THE Royal National Institute of Blind People (RNIB) is set to receive a fundraising boost thanks to the creative efforts of a man from Birmingham.
Harry Boddington (84) is a former electrical engineer who lives in Solihull and is registered blind. He is painting pictures that will be printed on t-shirts and sold, with all the proceeds going to RNIB. The t-shirts can be purchased from Harry’s website www.teesbyharry.com which launches today, on Harry and his late wife, Eileen’s wedding anniversary.
A dad to four sons, Harry is a keen artist, having started painting around 70 years ago. He draws whatever inspires him and is currently completing around one piece of artwork a week. Harry also takes commissions, and some of his previous work includes pictures of dogs, horses, and a desert scene.

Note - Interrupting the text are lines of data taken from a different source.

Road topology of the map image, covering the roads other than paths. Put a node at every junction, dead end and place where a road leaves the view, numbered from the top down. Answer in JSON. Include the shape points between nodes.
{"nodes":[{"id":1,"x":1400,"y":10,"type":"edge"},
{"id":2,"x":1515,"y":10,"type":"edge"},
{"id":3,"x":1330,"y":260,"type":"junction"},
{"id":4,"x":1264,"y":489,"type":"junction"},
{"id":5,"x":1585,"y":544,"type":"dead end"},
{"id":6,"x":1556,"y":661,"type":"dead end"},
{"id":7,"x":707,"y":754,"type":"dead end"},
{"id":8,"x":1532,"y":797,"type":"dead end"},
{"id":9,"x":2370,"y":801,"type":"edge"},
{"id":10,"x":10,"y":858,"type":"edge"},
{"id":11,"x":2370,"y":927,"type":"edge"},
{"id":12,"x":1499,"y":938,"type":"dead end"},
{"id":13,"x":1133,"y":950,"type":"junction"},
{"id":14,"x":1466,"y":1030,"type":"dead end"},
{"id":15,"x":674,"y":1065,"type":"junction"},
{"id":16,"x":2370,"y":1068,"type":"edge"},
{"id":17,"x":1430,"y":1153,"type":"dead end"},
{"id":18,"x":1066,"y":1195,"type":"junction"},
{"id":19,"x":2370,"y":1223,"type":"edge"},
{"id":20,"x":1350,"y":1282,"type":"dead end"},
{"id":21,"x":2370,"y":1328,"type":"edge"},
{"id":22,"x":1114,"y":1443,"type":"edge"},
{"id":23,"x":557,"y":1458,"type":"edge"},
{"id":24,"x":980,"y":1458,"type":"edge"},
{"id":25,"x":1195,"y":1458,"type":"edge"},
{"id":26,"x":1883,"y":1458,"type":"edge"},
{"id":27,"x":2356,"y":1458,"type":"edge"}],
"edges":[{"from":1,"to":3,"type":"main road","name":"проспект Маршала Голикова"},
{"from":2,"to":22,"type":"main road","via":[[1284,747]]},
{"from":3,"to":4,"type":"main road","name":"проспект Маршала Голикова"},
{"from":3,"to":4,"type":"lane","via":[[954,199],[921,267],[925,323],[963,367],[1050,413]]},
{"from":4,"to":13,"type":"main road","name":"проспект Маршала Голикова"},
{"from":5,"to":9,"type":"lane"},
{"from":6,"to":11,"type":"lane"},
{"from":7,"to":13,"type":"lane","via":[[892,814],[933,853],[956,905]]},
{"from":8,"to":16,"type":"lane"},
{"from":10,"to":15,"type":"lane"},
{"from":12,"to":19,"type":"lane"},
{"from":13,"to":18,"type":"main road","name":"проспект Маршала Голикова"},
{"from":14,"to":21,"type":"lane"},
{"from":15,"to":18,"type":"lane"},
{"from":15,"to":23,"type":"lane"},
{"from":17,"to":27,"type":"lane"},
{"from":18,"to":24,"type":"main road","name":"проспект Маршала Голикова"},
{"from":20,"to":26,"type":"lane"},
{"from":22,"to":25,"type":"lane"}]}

Harry was married to Eileen for almost 60 years when she passed away four years ago. Since then, Harry, who recently moved into a new independent living retirement complex, has found painting to be a good way of keeping himself active.
“I draw whatever comes to my mind, although I especially love painting faces. I have received support from RNIB and wanted to give something back and thought that my paintings would be a good way of doing this. I hope to raise as much as I can.”
Harry’s son, Chris, helped his dad get the website set up to sell the t-shirts. They are also available to order through Facebook (Tees by Harry) and Instagram @tees_by_harry.
“Dad recently moved into a new apartment and loves where he lives. He’s very independent, and since losing mum, his painting has really given him a new lease of life. Dad loves to make people happy, and his catchphrase is ‘Keep on smiling’, so we hope his t-shirts will help people to do just that.”
RNIB Head of Community Giving (Acting) Elma Droste said:
“Sight loss shouldn’t hold anyone back from doing things that they enjoy, and we are delighted that Harry has chosen to fundraise for us in such a creative way. The money raised from Harry’s t-shirts will help support over two million people in the UK living with sight loss.”